This year was a powerful one. I went from being a perfectly normal and healthy 41 year old gal to undergoing a critical brain surgery.
This last September (07) I woke up with a numb leg and my intuition told me to go to the doctor. My general practitioner at Ronald Reagan UCLA Medical Center, Dr. Denise Freese, must have also listened to her own intuition as she wanted to make sure it wasn't a stroke and told me to go to the ER and get a brain MRI right away. The numbness turned out to be unrelated to what they found in my brain, but it turned out to be the miracle that pushed me and my doctor to discover an AVM that was about to burst. The AVM had slight bleeding and calcification already, but I never experienced a bad headache or migraine.
I was immediately put on anti brain seizure medication (Keppra, as I was allergic to Dilantin) and admitted into the hospital for more tests. I realized I had been having brain seizures for the last 6 months, but they were so odd that I had attributed them to stress or psychic powers. I would hallucinate while watching baseball and hear a movie dialogue that I had memorized from my past. This was so strange, but I never thought of going to the doctor for it. How could I have known that these episodes were the enlarged vessels pushing against the memory section of my brain?
The hope of surviving with my memory and speech in tact put my very good life in perspective. My friends and family immediately created a pillar of support and faith for me to lean on during this potentially terrifying procedure.
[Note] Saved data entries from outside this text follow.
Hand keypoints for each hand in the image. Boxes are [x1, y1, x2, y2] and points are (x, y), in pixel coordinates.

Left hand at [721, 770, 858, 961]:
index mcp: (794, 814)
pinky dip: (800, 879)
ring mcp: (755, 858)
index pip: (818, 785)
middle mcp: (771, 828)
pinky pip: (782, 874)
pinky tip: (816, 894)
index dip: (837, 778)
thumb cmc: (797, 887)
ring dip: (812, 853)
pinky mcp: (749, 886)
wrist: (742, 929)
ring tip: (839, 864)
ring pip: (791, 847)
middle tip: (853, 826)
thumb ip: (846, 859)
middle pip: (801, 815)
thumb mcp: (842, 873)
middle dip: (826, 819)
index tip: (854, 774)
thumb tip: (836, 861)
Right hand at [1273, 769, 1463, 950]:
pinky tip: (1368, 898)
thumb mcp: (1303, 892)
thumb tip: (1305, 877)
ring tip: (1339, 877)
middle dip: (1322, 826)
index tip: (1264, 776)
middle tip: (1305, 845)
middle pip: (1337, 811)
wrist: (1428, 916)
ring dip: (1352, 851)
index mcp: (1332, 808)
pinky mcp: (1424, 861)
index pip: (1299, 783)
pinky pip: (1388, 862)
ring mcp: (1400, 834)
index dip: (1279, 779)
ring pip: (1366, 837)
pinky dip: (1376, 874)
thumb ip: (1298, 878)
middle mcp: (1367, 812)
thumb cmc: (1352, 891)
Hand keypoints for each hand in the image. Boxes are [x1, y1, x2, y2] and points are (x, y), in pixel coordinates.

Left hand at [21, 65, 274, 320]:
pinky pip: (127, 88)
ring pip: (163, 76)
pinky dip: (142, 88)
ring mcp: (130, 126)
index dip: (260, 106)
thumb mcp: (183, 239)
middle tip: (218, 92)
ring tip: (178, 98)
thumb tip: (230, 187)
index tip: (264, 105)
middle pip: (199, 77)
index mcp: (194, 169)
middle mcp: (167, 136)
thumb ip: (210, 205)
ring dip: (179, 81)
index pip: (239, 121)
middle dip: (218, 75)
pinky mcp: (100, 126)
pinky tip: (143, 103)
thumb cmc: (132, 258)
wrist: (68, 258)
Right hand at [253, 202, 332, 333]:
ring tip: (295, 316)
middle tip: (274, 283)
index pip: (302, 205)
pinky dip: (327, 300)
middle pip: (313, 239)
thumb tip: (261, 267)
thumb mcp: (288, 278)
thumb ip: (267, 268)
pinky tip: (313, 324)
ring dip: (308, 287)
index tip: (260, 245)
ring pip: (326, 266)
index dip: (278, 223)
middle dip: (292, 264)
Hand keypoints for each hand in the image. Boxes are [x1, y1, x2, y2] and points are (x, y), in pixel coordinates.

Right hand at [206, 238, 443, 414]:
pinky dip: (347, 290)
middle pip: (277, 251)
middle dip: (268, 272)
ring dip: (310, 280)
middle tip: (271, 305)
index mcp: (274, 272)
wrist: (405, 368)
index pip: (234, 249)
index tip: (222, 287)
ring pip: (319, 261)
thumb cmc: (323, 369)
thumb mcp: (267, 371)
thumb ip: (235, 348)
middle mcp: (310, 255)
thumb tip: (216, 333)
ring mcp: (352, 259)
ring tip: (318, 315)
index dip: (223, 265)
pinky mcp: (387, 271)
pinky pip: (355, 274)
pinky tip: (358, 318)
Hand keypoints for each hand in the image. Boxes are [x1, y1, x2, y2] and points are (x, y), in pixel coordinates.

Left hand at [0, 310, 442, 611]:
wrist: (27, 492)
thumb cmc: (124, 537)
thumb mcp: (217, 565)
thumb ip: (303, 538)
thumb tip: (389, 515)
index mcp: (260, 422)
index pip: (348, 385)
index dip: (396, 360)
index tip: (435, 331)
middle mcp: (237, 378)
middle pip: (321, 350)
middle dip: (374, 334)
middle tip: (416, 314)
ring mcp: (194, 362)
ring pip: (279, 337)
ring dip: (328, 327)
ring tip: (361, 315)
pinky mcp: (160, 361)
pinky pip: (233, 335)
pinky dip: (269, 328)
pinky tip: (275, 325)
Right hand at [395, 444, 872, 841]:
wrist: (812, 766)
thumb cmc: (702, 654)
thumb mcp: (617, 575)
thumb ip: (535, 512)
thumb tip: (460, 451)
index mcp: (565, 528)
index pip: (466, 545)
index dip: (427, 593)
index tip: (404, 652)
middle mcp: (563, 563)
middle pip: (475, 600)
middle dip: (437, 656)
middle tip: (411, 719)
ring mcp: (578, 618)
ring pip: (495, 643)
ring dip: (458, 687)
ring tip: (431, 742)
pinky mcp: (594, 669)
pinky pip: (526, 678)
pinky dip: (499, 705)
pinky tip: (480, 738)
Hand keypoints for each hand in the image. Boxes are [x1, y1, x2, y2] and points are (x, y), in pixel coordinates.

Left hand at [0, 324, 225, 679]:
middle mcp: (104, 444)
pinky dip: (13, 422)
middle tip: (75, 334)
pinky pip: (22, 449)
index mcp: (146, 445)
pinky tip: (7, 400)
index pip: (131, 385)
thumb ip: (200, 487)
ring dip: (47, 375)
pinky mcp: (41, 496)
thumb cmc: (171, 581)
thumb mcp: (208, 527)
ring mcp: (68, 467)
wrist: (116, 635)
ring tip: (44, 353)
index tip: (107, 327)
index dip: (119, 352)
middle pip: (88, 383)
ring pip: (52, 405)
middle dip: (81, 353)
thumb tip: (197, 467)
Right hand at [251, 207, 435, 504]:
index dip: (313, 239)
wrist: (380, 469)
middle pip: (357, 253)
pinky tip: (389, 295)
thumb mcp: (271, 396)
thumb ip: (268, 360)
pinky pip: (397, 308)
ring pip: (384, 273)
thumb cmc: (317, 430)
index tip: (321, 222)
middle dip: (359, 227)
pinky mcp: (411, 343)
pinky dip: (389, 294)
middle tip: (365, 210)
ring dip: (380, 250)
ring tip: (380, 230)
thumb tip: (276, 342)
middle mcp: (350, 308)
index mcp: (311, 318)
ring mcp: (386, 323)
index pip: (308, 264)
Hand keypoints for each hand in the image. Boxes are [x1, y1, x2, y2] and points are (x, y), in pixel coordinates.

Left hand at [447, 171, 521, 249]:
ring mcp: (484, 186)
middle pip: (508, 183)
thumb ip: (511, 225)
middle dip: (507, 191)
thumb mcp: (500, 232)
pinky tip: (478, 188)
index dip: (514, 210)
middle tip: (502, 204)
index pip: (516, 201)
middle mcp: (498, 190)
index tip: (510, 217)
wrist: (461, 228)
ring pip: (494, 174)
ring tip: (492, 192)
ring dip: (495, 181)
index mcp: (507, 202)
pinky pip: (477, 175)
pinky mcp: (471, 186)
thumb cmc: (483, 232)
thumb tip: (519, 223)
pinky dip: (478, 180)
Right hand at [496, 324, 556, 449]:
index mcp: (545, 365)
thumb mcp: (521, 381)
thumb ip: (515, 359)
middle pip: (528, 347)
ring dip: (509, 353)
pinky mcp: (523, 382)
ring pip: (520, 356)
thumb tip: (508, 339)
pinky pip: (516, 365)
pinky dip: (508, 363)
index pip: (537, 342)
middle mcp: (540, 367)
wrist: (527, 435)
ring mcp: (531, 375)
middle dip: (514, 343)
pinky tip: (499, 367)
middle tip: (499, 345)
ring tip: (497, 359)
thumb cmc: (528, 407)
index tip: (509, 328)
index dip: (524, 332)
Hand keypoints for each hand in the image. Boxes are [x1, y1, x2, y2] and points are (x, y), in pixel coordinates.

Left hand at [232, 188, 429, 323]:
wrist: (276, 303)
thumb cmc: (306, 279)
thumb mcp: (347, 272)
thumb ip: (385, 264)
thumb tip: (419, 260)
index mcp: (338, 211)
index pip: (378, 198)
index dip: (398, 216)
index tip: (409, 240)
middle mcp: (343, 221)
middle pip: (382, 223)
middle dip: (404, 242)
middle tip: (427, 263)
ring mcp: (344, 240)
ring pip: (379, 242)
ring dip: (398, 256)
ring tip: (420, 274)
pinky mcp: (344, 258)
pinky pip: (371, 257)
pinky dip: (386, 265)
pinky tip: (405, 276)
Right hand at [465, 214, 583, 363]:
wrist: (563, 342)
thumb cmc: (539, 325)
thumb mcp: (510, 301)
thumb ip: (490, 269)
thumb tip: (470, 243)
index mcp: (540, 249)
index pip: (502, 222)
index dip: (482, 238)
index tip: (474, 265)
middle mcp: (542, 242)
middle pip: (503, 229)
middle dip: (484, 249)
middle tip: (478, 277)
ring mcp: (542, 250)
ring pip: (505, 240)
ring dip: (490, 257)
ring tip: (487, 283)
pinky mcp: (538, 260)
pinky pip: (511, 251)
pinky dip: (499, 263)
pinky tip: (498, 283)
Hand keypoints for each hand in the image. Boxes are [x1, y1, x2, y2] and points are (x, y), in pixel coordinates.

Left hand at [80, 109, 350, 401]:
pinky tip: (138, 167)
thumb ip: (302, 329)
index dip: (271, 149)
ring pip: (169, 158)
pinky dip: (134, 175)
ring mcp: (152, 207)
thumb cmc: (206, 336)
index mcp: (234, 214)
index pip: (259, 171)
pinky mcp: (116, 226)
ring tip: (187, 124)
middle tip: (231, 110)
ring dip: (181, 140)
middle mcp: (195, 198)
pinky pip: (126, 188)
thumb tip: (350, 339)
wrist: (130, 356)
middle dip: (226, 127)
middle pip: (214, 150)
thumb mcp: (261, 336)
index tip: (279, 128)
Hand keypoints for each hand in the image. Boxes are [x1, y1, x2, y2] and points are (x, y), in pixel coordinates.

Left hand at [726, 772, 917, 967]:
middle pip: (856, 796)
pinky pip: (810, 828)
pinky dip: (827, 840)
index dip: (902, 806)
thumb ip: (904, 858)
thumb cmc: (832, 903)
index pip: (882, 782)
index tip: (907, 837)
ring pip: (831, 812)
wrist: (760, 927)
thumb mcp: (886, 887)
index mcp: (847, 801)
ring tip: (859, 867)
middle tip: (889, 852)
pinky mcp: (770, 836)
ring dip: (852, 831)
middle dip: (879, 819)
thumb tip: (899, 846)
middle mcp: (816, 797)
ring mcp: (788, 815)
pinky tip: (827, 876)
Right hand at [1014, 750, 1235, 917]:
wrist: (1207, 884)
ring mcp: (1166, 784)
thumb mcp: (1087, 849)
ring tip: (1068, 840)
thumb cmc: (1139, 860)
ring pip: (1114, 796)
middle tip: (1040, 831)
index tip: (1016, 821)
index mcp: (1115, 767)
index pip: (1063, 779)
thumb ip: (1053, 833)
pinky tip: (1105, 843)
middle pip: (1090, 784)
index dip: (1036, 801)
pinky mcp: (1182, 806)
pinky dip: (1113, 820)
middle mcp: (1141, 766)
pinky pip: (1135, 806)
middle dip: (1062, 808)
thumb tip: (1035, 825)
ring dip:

One friend even set up a blog for me - andreastern.blogspot.com
My parents are in NY and would only allow the very best health care in the world in my situation. I think they would have sold their home if they needed to, by going outside of my UCLA health insurance to ensure the best surgeon for me. Luckily, my health insurance aligned me to an AVM specialist who is among the very best brain surgeons in the world. Dr. Neil A. Martin is THE ONE that people travel to see from across the globe. He was recommended so highly and I was told by a few other doctors that there is no second opinion when working with him. Dr. Martin's name is actually on the scale that rates the severity of AVM's.
I felt like the most blessed person through this experience because of the capable hands I landed in - from Dr. Martin to Dr. William Buxton, my neurologist. I was able to relax and give up control because I trusted the people who were taking care of me.
In October, Dr. Martin removed the AVM I was born with and I was told it was gone forever. In retrospect, I do wonder what my other vascular malformation in my left leg called Klippel Trenaunay Syndrome had to do with the AVM. Some doctors say it's not related and Dr. Martin says it may be. There are so many aspects of this experience I will never forget. I do believe I'm a better person from all that I went through and how I went through it.
My hope is that the UCLA team that watched over me gets to expand and do the research to teach all others in this field what they know.
After a few months, I fully recovered and feel ready to help others in the same situation. "Brain surgery" no longer sounds like the most frightening words I have ever heard, but instead brings me feelings of gratitude because of how Dr. Martin and his team have given me a second chance to live my miraculous life.
AVM Survivors Website: I have found it helpful to connect with other AVM survivors through resources like: avmsurvivors.org.